▸ **EXERCISE**
Within the records below, find each line that holds the string "Left", then copy it.

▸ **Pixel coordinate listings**

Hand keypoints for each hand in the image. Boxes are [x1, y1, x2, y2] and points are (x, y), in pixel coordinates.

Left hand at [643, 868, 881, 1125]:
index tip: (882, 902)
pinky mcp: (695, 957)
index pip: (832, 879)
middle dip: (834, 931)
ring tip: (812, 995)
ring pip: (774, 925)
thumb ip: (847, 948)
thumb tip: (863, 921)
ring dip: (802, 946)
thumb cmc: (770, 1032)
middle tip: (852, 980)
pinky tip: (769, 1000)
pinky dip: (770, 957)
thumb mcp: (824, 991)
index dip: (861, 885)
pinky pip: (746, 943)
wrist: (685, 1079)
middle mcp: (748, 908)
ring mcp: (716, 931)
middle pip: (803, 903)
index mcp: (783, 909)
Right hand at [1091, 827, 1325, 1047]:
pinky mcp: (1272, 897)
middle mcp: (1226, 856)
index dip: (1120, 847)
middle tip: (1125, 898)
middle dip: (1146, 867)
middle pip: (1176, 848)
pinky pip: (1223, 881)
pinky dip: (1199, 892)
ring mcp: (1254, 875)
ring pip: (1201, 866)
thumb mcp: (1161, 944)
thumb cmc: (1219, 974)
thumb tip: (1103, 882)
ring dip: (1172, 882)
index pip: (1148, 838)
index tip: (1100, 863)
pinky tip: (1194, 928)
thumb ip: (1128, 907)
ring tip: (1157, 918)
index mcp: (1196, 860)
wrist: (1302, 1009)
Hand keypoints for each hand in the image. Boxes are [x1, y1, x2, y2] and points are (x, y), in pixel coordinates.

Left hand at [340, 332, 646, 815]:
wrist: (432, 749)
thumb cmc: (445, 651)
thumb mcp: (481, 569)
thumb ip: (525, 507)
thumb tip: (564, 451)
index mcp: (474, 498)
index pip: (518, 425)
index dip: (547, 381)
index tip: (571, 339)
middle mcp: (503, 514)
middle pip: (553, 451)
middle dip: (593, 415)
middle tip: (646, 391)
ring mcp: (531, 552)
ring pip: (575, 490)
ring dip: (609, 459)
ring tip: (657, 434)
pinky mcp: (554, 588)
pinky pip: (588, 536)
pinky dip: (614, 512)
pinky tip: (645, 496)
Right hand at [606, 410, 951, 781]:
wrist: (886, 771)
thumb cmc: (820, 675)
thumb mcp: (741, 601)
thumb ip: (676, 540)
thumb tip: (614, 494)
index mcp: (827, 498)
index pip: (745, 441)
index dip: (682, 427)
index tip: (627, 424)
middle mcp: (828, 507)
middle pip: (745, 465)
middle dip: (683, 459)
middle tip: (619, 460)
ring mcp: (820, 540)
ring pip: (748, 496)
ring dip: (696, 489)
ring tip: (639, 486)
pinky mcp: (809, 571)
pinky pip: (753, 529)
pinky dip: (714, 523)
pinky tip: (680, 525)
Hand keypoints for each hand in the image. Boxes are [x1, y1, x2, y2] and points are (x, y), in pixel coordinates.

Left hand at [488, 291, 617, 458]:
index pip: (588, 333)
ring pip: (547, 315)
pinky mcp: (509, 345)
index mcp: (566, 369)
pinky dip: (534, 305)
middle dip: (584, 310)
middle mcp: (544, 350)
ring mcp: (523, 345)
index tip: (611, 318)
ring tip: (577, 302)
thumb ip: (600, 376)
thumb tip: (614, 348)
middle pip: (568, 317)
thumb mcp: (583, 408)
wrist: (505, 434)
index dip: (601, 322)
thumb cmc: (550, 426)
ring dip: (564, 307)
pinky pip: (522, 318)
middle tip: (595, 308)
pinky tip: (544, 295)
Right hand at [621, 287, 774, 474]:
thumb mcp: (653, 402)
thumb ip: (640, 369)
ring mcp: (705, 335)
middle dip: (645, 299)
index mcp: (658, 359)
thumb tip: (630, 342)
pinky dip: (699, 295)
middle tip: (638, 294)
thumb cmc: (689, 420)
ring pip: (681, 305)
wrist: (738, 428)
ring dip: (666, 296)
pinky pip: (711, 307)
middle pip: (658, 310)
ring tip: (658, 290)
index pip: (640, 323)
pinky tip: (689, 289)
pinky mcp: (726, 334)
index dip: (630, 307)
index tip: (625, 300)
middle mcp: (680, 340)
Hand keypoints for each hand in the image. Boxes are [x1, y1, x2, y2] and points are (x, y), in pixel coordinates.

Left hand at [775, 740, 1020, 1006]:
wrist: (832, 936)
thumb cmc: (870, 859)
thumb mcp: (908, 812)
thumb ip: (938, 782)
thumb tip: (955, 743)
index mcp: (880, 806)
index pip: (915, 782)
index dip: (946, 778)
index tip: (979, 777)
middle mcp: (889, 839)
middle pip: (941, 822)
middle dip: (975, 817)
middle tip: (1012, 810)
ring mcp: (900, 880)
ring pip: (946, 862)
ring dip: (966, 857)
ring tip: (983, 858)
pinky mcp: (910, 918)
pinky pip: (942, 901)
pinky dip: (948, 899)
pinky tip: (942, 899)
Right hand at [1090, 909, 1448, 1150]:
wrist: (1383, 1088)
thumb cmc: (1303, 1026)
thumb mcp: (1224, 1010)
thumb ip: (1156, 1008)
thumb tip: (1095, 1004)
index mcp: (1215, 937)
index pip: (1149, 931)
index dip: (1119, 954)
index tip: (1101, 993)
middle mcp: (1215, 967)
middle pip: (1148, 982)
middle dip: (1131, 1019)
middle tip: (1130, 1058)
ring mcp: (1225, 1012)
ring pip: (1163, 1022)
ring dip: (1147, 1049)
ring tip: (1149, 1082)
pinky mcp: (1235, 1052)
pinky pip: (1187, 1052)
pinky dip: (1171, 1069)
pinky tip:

▸ **SOLUTION FOR THIS PROBLEM**
Left hand at [643, 868, 881, 1125]:
Left hand at [340, 332, 646, 815]:
Left hand at [488, 291, 617, 458]:
Left hand at [775, 740, 1020, 1006]:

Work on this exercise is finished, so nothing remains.